The debris ejected from the Earth that eventually formed the Moon was not one continuous mass but was a enormous cloud of molten material, most of which fell back to Earth. That which remained formed an accretion disk around the Earth which eventually coalesced into Luna and other smaller bodies which still orbit in pseudo-chaotic trajectories as Near Earth Objects. That the orbit is almost circular is the least remarkable thing about it; any natural collection of diffuse material that coalesces will tend to fall into a circular orbit just because it has the least perturbation, and all other mass either eventually combines with it or is ejected from the system. There is nothing “spontaneous” about it; the result is just simple Lagrangian mechanics.
Stranger
Another way of stating this: Most of the effects that will alter an orbit will do so by lowering the orbital speed, and most of these effects are strongest at the periapsis (closest point). Lowering your speed at the point of periapsis will lower your apoapsis (highest point), but leave your periapsis point unchanged. Thus, orbits tend to circularize.
Thanks to Chronos and Stranger for the explanation. I would say, though, to Stranger and eschereal, that my use of the word “spontaneous” was in the accepted sense of “arising from internal cause: resulting from internal or natural processes, with no apparent external influence” which is surely a correct description of how the post-impact debris coalesced into an orbiting moon.
That’s interesting. Could a volcanic eruption propel objects that far?
As a matter of fact, there is the “Verneshot” hypothesis.
Only on a planet with no atmosphere and only in a single body system. In theory, you could use a moon slingshot to circularize your orbit instead of rockets.
Gerald Bull’s HARP was launching small shells into the upper atmosphere. That’s a far cry from orbital speeds. To orbit the earth not far above the atmosphere requires approximately 18,000 mph; consider the amount that drag may slow a vehicle just after the launch, and you need to give the launch quite a large velocity.

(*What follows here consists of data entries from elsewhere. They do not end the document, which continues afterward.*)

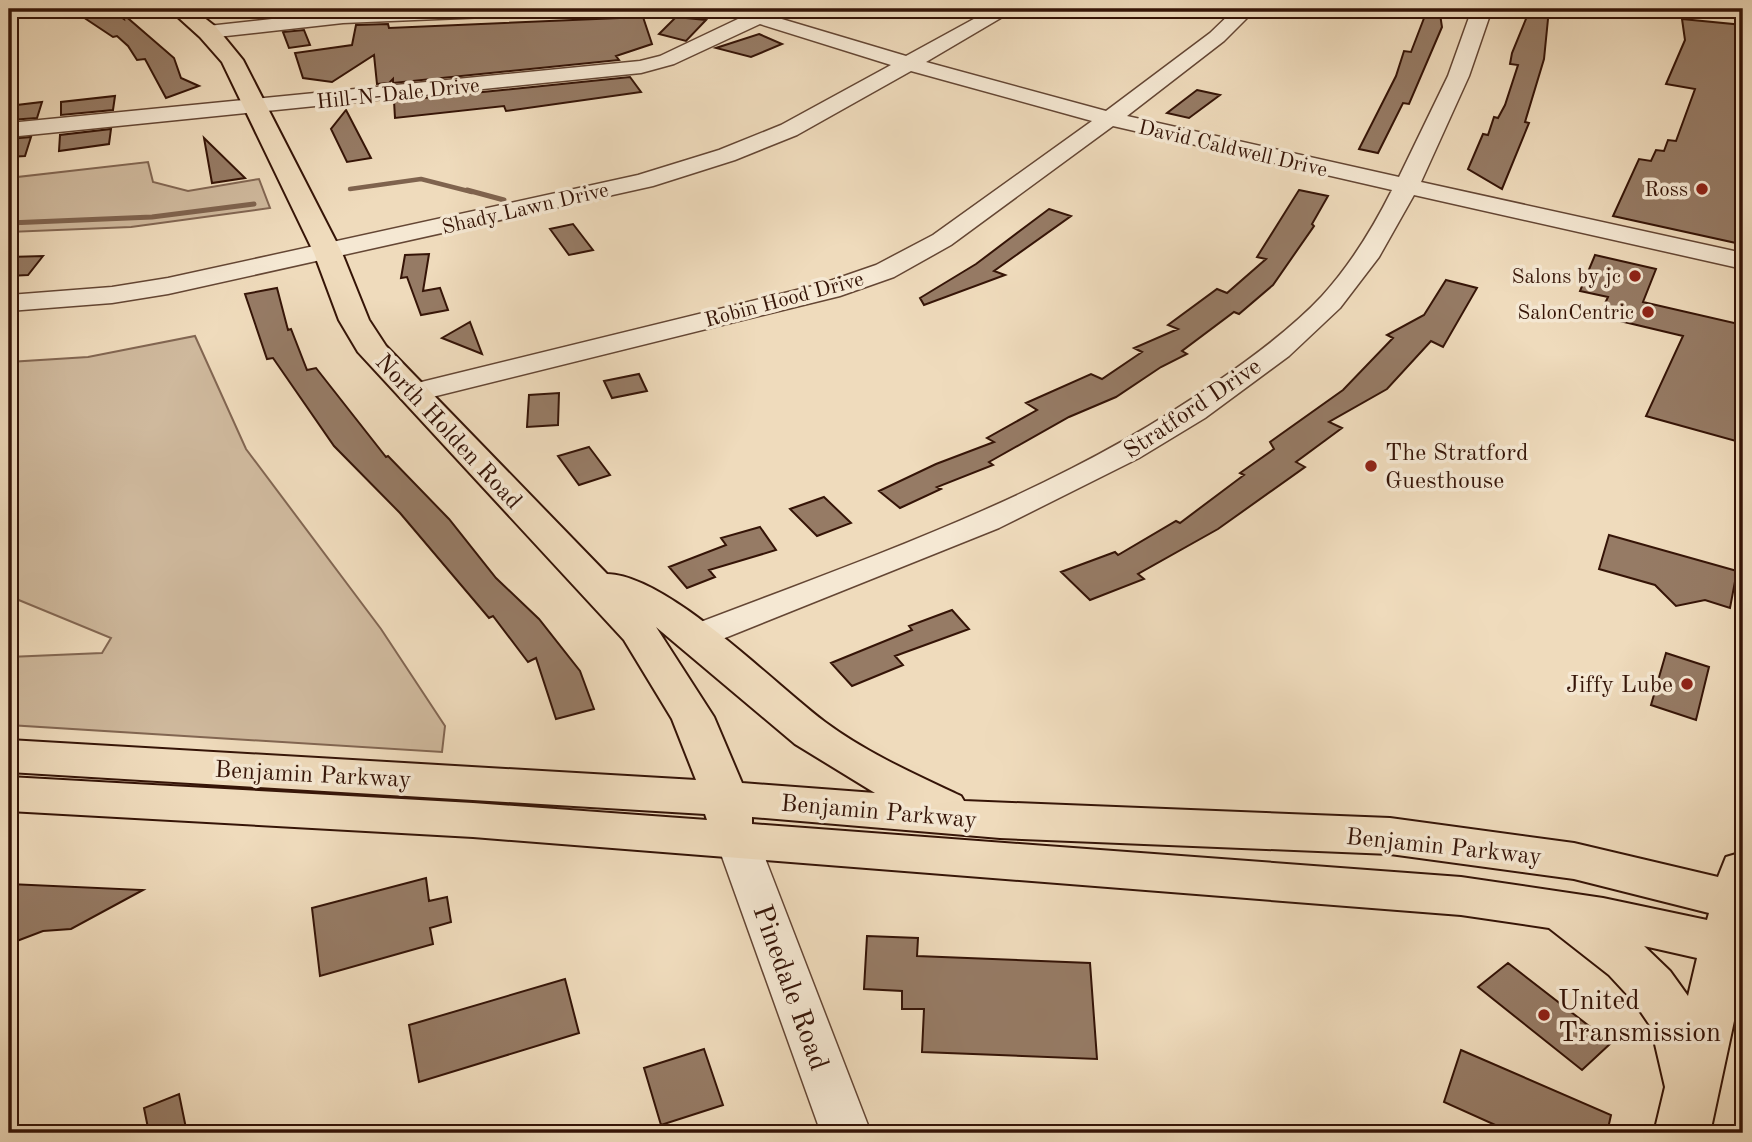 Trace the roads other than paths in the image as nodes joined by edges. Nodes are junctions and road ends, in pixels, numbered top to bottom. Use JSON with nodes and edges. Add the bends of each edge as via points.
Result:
{"nodes":[{"id":1,"x":16,"y":9,"type":"edge"},
{"id":2,"x":180,"y":9,"type":"edge"},
{"id":3,"x":532,"y":9,"type":"edge"},
{"id":4,"x":730,"y":9,"type":"edge"},
{"id":5,"x":1006,"y":9,"type":"edge"},
{"id":6,"x":1246,"y":9,"type":"edge"},
{"id":7,"x":1482,"y":9,"type":"edge"},
{"id":8,"x":9,"y":12,"type":"edge"},
{"id":9,"x":768,"y":13,"type":"edge"},
{"id":10,"x":215,"y":38,"type":"junction"},
{"id":11,"x":909,"y":64,"type":"junction"},
{"id":12,"x":256,"y":107,"type":"junction"},
{"id":13,"x":1109,"y":119,"type":"junction"},
{"id":14,"x":9,"y":130,"type":"edge"},
{"id":15,"x":1407,"y":186,"type":"junction"},
{"id":16,"x":328,"y":253,"type":"junction"},
{"id":17,"x":1743,"y":261,"type":"edge"},
{"id":18,"x":9,"y":303,"type":"edge"},
{"id":19,"x":412,"y":393,"type":"junction"},
{"id":20,"x":590,"y":579,"type":"junction"},
{"id":21,"x":695,"y":638,"type":"junction"},
{"id":22,"x":9,"y":756,"type":"edge"},
{"id":23,"x":9,"y":794,"type":"edge"},
{"id":24,"x":965,"y":818,"type":"junction"},
{"id":25,"x":730,"y":819,"type":"junction"},
{"id":26,"x":1557,"y":908,"type":"junction"},
{"id":27,"x":1739,"y":913,"type":"edge"},
{"id":28,"x":1687,"y":1111,"type":"edge"},
{"id":29,"x":846,"y":1133,"type":"edge"}],
"edges":[{"from":1,"to":8,"type":"street"},
{"from":2,"to":10,"type":"main road","name":"North Holden Road"},
{"from":3,"to":10,"type":"street","via":[[343,17]]},
{"from":4,"to":9,"type":"street","name":"David Caldwell Drive"},
{"from":5,"to":11,"type":"street","name":"Shady Lawn Drive"},
{"from":6,"to":13,"type":"street","name":"Robin Hood Drive","via":[[1217,37]]},
{"from":7,"to":15,"type":"street","name":"Stratford Drive","via":[[1458,78]]},
{"from":9,"to":11,"type":"street","name":"David Caldwell Drive"},
{"from":9,"to":12,"type":"street","name":"Hill-N-Dale Drive","via":[[667,60],[641,67]]},
{"from":10,"to":12,"type":"main road","name":"North Holden Road"},
{"from":11,"to":13,"type":"street","name":"David Caldwell Drive"},
{"from":11,"to":16,"type":"street","name":"Shady Lawn Drive","via":[[789,130],[715,159],[644,181]]},
{"from":12,"to":14,"type":"street","name":"Hill-N-Dale Drive"},
{"from":12,"to":16,"type":"main road","name":"North Holden Road"},
{"from":13,"to":15,"type":"street","name":"David Caldwell Drive"},
{"from":13,"to":19,"type":"street","name":"Robin Hood Drive","via":[[942,240],[885,271],[830,290]]},
{"from":15,"to":17,"type":"street","name":"David Caldwell Drive"},
{"from":15,"to":21,"type":"street","name":"Stratford Drive","via":[[1340,293],[1296,337],[1182,421],[1039,497]]},
{"from":16,"to":18,"type":"street","name":"Shady Lawn Drive","via":[[112,295]]},
{"from":16,"to":19,"type":"main road","name":"North Holden Road","via":[[354,320]]},
{"from":19,"to":20,"type":"main road","name":"North Holden Road"},
{"from":20,"to":21,"type":"main road","via":[[632,594]]},
{"from":20,"to":25,"type":"main road","name":"North Holden Road","via":[[665,668],[693,717]]},
{"from":21,"to":24,"type":"main road","via":[[849,761]]},
{"from":22,"to":25,"type":"main road","name":"Benjamin Parkway"},
{"from":23,"to":25,"type":"main road","name":"Benjamin Parkway","via":[[473,820]]},
{"from":24,"to":25,"type":"main road","name":"Benjamin Parkway"},
{"from":24,"to":27,"type":"main road","name":"Benjamin Parkway","via":[[1390,836],[1574,861]]},
{"from":25,"to":26,"type":"main road","name":"Benjamin Parkway"},
{"from":25,"to":29,"type":"street","name":"Pinedale Road"},
{"from":26,"to":27,"type":"main road","name":"Benjamin Parkway","via":[[1672,931]]},
{"from":26,"to":28,"type":"main road","via":[[1614,949],[1648,981],[1674,1019]]},
{"from":27,"to":28,"type":"main road"}]} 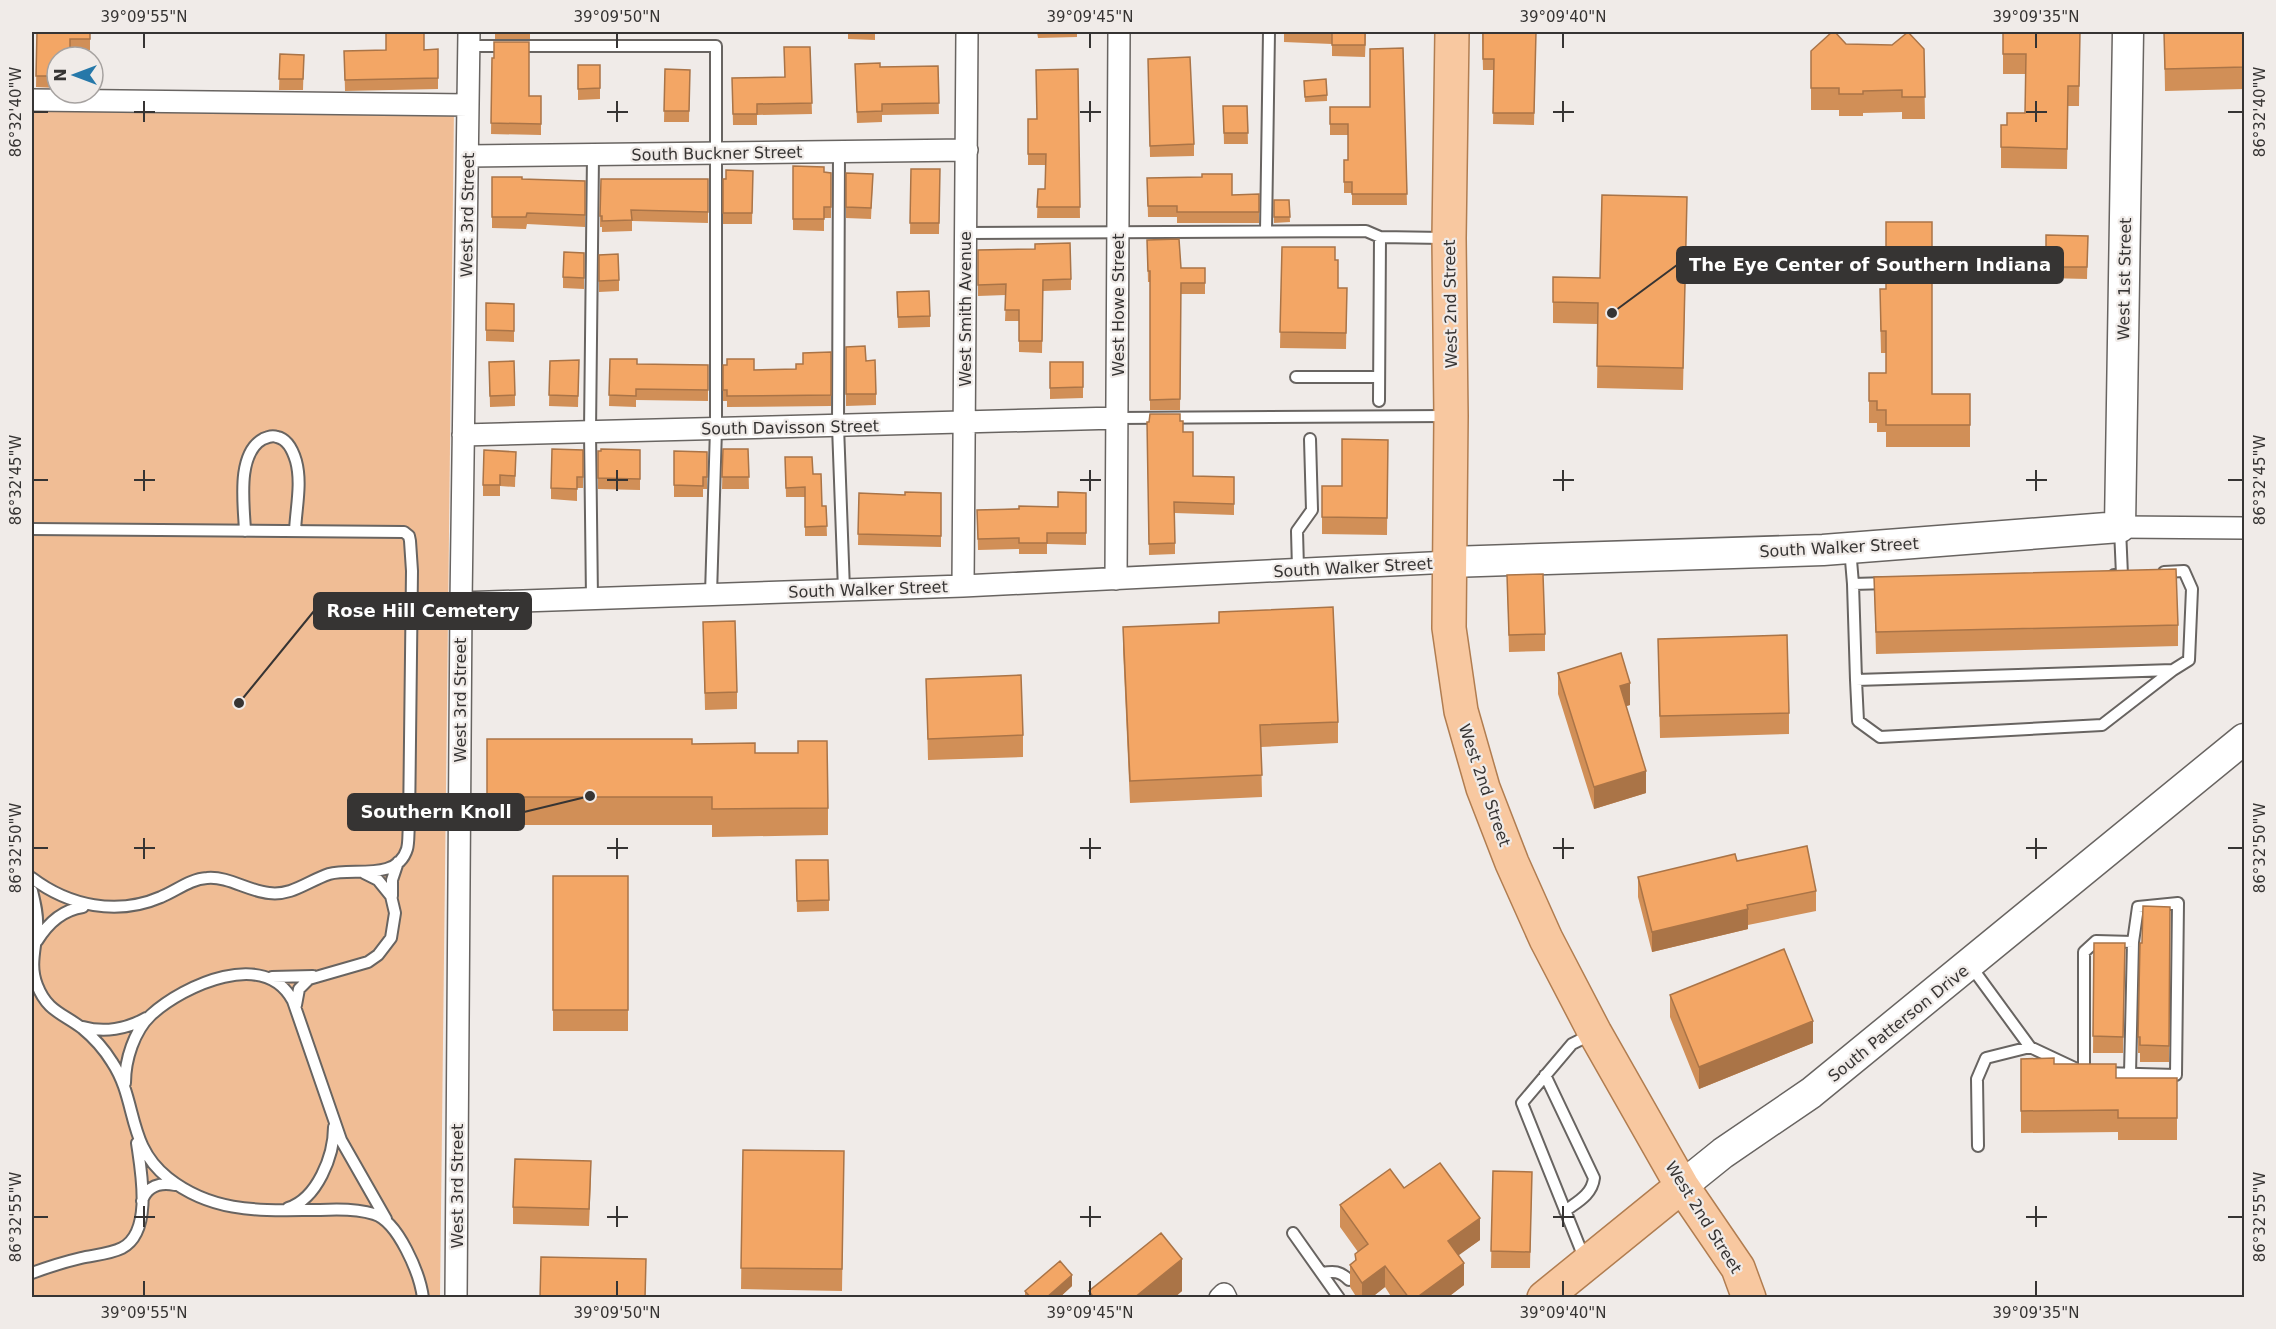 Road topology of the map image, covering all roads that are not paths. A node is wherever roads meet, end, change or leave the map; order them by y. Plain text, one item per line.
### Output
1 (967, 32) edge
2 (1119, 32) edge
3 (1269, 32) edge
4 (1452, 32) edge
5 (2128, 32) edge
6 (469, 39) edge
7 (32, 100) edge
8 (468, 105) junction
9 (966, 150) junction
10 (839, 152) junction
11 (717, 153) junction
12 (593, 155) junction
13 (468, 156) junction
14 (1118, 231) junction
15 (1266, 231) junction
16 (966, 233) junction
17 (1380, 237) junction
18 (1449, 238) junction
19 (1296, 377) dead end
20 (1379, 377) junction
21 (1379, 401) dead end
22 (1451, 417) junction
23 (1117, 418) junction
24 (964, 422) junction
25 (838, 426) junction
26 (716, 429) junction
27 (590, 432) junction
28 (464, 435) junction
29 (1310, 439) dead end
30 (2120, 527) junction
31 (2244, 528) edge
32 (32, 529) edge
33 (245, 531) junction
34 (295, 531) junction
35 (1850, 548) junction
36 (1450, 561) junction
37 (1298, 570) junction
38 (2153, 573) edge
39 (2099, 575) edge
40 (1116, 579) junction
41 (1899, 582) edge
42 (1853, 584) junction
43 (963, 586) junction
44 (844, 590) junction
45 (711, 594) junction
46 (592, 599) junction
47 (461, 603) junction
48 (2174, 670) junction
49 (1856, 680) junction
50 (2244, 739) edge
51 (401, 859) junction
52 (361, 872) junction
53 (32, 878) edge
54 (32, 891) edge
55 (393, 903) junction
56 (93, 906) junction
57 (2133, 942) junction
58 (33, 949) edge
59 (1970, 965) junction
60 (260, 976) junction
61 (315, 976) junction
62 (32, 1000) edge
63 (50, 1008) junction
64 (296, 1009) junction
65 (151, 1015) junction
66 (78, 1026) junction
67 (1595, 1033) junction
68 (2030, 1047) junction
69 (2084, 1072) junction
70 (2130, 1074) junction
71 (1545, 1075) junction
72 (125, 1091) junction
73 (333, 1118) junction
74 (136, 1133) junction
75 (1978, 1146) dead end
76 (178, 1185) junction
77 (1682, 1186) junction
78 (142, 1201) junction
79 (278, 1211) junction
80 (1565, 1211) junction
81 (388, 1222) junction
82 (1293, 1233) dead end
83 (1587, 1263) junction
84 (1322, 1273) junction
85 (33, 1274) edge
86 (1349, 1280) dead end
87 (423, 1298) edge
88 (456, 1298) edge
89 (1339, 1298) edge
90 (1544, 1298) edge
91 (1749, 1298) edge

1 - 9 street, West Smith Avenue
2 - 14 street, West Howe Street
3 - 15 lane
4 - 18 main road, West 2nd Street
5 - 30 street, West 1st Street
6 - 8 street, West 3rd Street
6 - 11 lane
7 - 8 street
8 - 13 street, West 3rd Street
9 - 10 street, South Buckner Street
9 - 16 street, West Smith Avenue
10 - 11 street, South Buckner Street
10 - 25 lane
11 - 12 street, South Buckner Street
11 - 26 lane
12 - 13 street, South Buckner Street
12 - 27 lane
13 - 28 street, West 3rd Street
14 - 15 lane
14 - 16 lane
14 - 23 street, West Howe Street
15 - 17 lane
16 - 24 street, West Smith Avenue
17 - 18 lane
17 - 20 lane
18 - 22 main road, West 2nd Street
19 - 20 lane
20 - 21 lane
22 - 23 lane
22 - 36 main road, West 2nd Street
23 - 24 street, South Davisson Street
23 - 40 street, West Howe Street
24 - 25 street, South Davisson Street
24 - 43 street, West Smith Avenue
25 - 26 street, South Davisson Street
25 - 44 lane
26 - 27 street, South Davisson Street
26 - 45 lane
27 - 28 street, South Davisson Street
27 - 46 lane
28 - 47 street, West 3rd Street
29 - 37 lane
30 - 31 street, South Walker Street
30 - 35 street, South Walker Street
30 - 39 lane
32 - 33 lane
33 - 34 lane
33 - 34 lane
34 - 51 lane
35 - 36 street, South Walker Street
35 - 42 lane
36 - 37 street, South Walker Street
36 - 67 main road, West 2nd Street
37 - 40 street, South Walker Street
38 - 48 lane
40 - 43 street, South Walker Street
41 - 42 lane
42 - 49 lane
43 - 44 street, South Walker Street
44 - 45 street, South Walker Street
45 - 46 street, South Walker Street
46 - 47 street, South Walker Street
47 - 88 street, West 3rd Street
48 - 49 lane
48 - 49 lane
50 - 59 street, South Patterson Drive
51 - 52 lane
51 - 55 lane
52 - 55 lane
52 - 56 lane
53 - 56 lane
54 - 58 lane
55 - 61 lane
56 - 58 lane
57 - 69 lane
57 - 70 lane
57 - 70 lane
58 - 63 lane
59 - 68 lane
59 - 77 street, South Patterson Drive
60 - 61 lane
60 - 64 lane
60 - 65 lane
61 - 64 lane
62 - 63 lane
63 - 66 lane
64 - 73 lane
65 - 66 lane
65 - 72 lane
66 - 72 lane
67 - 71 lane
67 - 77 main road, West 2nd Street
68 - 69 lane
68 - 75 lane
69 - 70 lane
71 - 80 lane
71 - 80 lane
72 - 74 lane
73 - 79 lane
73 - 81 lane
74 - 76 lane
74 - 78 lane
76 - 78 lane
76 - 79 lane
77 - 83 main road, South Patterson Drive
77 - 91 main road, West 2nd Street
78 - 85 lane
79 - 81 lane
80 - 83 lane
81 - 87 lane
82 - 84 lane
83 - 90 main road, South Patterson Drive
84 - 86 lane
84 - 89 lane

One theory was to build a linear accelerator climbing the side of a very tall mountain (preferably near the equator where you add the earth’s rotational velocity, 25,000miles/24hrs = 2,000mph
The basic formula is v^2=2ad
Pick a final velocity, say 16000mph =23,466feet/sec. Pick a survivable acceleration, say 10g = 320ft/sec^2.
I get the answer is that you need to accelerate for 860,444 feet to get up to speed - 162 miles. Remarkably, at 10G that would be a 73 second ride. (v=at)
Use 15G acceleration and you’re down to 108 mile long magnetic accelerator. So- something that can accelerate to orbital speed in a realistic distance - say 20 miles - would basically pulp the occupants. It would only be good for solid small projectiles.
The linear magnetic launcher concept works best in vacuum (no air resistance) and also, the concepts kicked around in SciFi usually meant instead of imparting orbital velocity, the launcher would replace the work of, say, the first two stages of a Saturn-type vehicle and loft the projectile above the majority of the atmosphere so it did not need a lot of fuel simply to get airborne. (Same idea as launching from a high-flying aircraft with a good head start.
Note that, if you don’t have that pesky atmosphere to deal with, you can launch at any angle: Your accelerator can just be sitting on level ground and shoot horizontally. We only launch rockets vertically because the atmosphere is so problematic, that we want to get out of it as quickly as possible.